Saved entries
_ _ _ _ _ _ _
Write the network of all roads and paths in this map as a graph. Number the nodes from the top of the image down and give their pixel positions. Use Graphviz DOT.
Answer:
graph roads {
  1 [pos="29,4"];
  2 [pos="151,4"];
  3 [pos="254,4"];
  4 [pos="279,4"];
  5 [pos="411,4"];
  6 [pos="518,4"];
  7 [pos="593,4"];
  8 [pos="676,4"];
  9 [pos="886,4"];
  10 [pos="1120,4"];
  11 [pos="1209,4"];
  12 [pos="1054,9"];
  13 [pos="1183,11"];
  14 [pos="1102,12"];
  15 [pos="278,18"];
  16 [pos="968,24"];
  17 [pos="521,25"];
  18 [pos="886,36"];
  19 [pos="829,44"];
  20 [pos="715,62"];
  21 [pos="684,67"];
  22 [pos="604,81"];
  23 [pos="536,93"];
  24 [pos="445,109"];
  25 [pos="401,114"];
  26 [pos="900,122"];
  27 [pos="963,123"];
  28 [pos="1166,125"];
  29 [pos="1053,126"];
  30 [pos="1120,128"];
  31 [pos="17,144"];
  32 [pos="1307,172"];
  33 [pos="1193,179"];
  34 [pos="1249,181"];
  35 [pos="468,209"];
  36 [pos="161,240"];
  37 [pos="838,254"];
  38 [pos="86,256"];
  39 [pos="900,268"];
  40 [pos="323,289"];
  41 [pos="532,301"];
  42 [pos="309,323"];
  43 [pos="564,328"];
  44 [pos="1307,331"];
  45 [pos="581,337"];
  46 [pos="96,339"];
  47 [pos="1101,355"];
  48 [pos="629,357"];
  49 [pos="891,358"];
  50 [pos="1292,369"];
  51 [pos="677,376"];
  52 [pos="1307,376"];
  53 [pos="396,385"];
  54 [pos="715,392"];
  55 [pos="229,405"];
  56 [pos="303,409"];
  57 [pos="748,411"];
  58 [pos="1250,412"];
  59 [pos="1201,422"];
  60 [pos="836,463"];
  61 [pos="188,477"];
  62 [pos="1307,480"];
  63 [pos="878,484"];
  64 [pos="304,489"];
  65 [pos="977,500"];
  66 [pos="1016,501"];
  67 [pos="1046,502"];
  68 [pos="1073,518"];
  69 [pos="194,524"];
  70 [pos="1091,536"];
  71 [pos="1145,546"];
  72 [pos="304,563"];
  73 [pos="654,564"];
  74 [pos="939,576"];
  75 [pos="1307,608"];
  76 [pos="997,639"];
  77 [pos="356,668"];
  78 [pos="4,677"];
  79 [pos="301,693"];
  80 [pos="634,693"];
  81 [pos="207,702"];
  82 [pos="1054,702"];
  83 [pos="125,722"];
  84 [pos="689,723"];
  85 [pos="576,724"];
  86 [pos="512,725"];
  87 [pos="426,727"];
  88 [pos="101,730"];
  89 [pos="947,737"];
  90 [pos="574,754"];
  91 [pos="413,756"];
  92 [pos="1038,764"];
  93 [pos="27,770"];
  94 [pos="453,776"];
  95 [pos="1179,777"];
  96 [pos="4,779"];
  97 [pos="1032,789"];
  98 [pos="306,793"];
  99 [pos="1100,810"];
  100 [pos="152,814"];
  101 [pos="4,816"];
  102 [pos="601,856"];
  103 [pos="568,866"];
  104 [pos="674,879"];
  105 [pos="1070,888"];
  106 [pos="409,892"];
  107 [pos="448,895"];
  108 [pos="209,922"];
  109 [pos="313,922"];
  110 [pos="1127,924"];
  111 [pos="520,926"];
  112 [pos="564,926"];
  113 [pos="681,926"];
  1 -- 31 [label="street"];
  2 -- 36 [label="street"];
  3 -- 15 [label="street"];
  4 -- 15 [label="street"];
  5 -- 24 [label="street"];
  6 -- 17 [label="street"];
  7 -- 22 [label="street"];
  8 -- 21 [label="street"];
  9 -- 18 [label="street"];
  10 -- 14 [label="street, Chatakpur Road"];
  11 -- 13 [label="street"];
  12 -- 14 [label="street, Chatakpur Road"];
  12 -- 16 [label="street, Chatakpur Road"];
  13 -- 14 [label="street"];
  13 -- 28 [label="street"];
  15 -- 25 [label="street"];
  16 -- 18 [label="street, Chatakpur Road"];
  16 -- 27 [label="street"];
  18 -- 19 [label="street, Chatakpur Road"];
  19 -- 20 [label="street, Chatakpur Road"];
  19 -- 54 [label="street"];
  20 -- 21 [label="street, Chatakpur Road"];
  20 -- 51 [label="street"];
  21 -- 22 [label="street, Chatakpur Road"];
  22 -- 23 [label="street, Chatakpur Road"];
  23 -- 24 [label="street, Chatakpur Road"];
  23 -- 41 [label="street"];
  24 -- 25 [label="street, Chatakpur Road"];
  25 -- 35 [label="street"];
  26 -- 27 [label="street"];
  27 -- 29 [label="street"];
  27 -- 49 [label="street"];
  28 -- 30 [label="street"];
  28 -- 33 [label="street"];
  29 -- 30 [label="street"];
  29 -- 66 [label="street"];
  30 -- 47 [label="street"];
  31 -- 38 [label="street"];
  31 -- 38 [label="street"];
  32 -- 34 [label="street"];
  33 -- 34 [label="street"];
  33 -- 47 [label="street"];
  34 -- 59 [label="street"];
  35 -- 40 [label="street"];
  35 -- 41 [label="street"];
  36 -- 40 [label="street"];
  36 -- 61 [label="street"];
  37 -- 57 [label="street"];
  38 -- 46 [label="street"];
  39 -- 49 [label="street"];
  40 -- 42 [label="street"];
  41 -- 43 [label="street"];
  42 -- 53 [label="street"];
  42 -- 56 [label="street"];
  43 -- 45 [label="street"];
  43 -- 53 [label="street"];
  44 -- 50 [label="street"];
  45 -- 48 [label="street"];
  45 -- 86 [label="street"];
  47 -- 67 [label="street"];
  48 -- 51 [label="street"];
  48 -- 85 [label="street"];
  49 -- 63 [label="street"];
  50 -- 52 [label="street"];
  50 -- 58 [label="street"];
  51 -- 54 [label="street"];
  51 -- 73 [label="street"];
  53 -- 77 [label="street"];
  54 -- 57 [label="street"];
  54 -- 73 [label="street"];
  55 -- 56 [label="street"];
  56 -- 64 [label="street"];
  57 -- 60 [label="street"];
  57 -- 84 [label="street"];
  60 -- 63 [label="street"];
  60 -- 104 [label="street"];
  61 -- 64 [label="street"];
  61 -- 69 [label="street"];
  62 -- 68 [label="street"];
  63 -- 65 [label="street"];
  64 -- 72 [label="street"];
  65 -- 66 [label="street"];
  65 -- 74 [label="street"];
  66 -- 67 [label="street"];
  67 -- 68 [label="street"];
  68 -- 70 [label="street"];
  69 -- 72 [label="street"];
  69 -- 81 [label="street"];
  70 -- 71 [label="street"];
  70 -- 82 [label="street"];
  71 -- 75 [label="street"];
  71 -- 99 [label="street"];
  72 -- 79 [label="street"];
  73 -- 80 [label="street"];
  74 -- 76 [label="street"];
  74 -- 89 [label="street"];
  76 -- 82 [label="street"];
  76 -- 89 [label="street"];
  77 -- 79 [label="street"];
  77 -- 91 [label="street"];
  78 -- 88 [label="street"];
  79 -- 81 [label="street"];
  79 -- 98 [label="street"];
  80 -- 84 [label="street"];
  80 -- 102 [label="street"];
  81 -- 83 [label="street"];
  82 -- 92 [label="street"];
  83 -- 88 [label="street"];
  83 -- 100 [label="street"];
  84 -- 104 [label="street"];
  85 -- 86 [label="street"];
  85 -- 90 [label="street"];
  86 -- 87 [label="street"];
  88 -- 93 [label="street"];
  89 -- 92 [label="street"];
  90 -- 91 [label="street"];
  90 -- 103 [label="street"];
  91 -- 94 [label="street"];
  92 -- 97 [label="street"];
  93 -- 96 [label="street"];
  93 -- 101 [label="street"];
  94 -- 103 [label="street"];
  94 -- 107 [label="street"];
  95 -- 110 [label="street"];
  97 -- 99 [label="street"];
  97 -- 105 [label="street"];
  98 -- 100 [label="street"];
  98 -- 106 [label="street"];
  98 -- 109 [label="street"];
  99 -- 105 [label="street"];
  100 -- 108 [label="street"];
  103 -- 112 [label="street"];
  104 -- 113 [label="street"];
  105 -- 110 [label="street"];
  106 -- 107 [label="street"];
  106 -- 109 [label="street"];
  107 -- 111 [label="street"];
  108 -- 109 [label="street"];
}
_ _ _ _ _ _ _
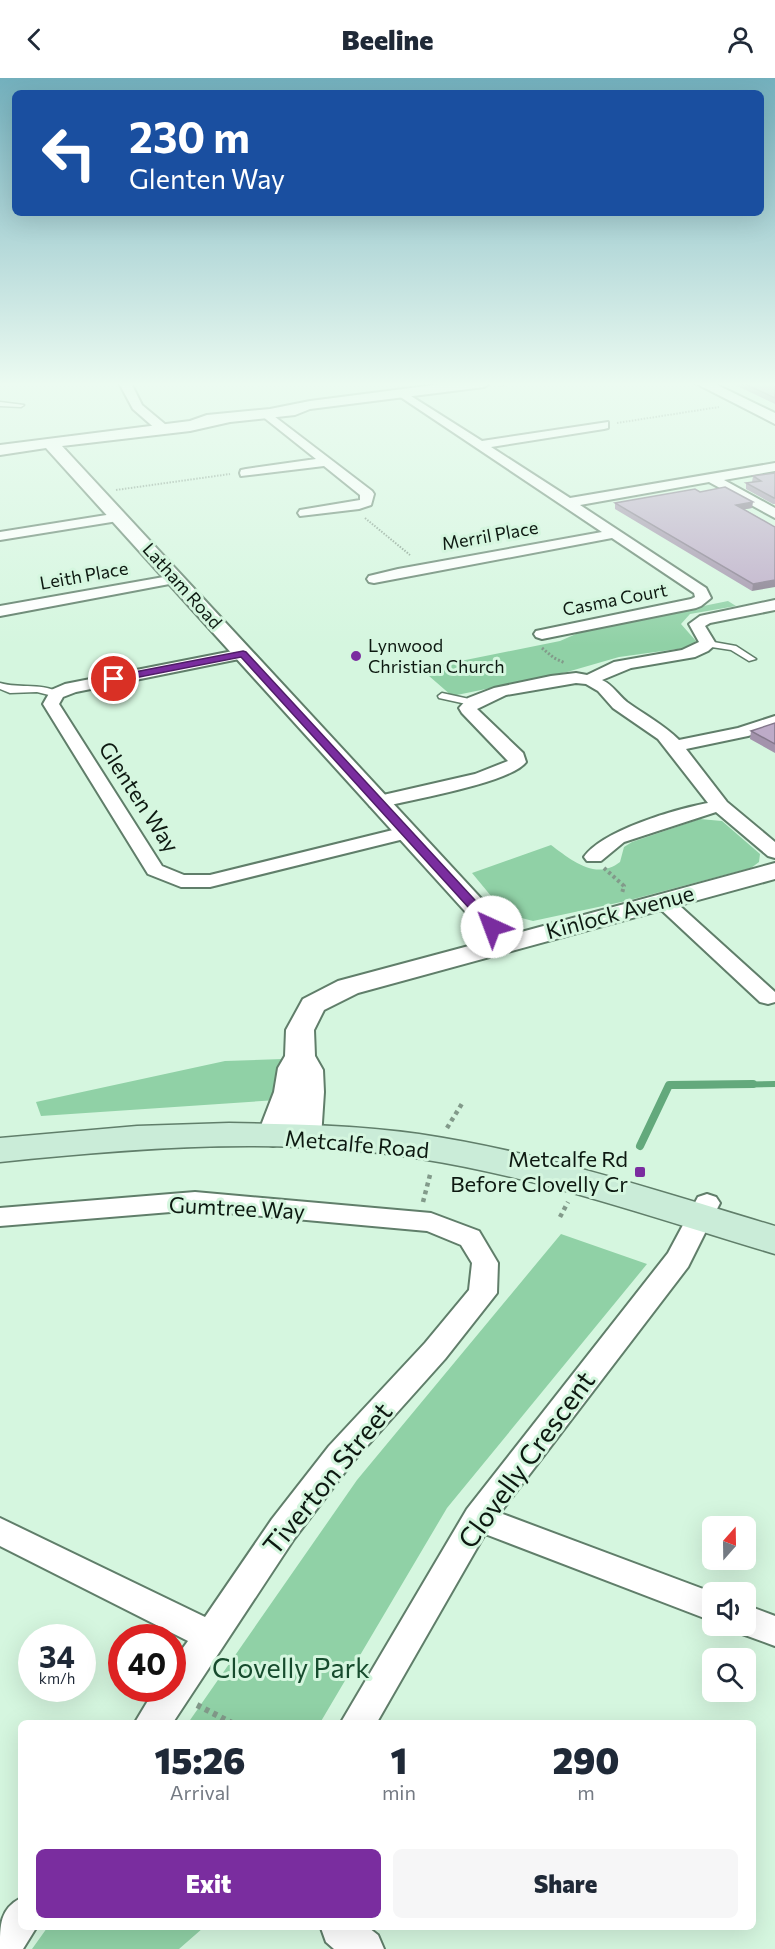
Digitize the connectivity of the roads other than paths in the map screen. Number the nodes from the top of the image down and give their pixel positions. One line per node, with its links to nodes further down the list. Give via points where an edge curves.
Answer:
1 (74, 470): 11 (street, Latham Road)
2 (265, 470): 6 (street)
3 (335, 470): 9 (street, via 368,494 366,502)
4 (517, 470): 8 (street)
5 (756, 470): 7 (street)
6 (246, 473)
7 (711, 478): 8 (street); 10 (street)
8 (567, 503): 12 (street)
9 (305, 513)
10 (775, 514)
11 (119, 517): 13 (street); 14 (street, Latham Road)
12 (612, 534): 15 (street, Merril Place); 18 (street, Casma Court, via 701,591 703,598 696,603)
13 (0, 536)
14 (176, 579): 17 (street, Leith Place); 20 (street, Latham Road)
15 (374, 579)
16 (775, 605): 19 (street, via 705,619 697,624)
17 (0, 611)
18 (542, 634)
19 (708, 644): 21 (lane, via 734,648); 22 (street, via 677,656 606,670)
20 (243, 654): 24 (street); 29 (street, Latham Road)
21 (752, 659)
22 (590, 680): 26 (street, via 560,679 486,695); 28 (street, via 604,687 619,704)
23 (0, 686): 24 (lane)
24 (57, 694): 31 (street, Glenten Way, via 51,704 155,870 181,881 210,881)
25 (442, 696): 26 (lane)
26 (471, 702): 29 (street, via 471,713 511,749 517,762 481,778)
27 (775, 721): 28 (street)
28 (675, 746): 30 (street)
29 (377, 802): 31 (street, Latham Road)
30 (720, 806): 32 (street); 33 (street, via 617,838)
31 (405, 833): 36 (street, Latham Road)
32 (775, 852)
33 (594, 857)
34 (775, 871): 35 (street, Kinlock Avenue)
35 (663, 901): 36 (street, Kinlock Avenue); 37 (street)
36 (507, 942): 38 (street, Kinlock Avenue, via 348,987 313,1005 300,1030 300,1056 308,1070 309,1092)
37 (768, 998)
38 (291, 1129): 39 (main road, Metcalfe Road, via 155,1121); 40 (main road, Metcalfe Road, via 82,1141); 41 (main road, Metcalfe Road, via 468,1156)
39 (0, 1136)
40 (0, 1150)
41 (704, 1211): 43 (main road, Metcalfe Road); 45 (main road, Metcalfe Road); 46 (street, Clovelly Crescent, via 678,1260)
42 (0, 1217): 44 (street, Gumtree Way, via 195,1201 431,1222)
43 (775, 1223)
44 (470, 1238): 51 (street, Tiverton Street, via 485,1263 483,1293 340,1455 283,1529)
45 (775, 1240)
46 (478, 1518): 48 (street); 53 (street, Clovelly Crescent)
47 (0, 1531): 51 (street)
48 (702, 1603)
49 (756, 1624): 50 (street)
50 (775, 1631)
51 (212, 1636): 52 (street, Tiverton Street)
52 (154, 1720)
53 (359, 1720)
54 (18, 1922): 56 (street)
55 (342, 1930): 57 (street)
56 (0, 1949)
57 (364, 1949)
_ _ _ _ _ _ _
**What needs to be done:** Show the lines of the records that include the string "Crescent".

**Solution for this exercise:**
41 (704, 1211): 43 (main road, Metcalfe Road); 45 (main road, Metcalfe Road); 46 (street, Clovelly Crescent, via 678,1260)
46 (478, 1518): 48 (street); 53 (street, Clovelly Crescent)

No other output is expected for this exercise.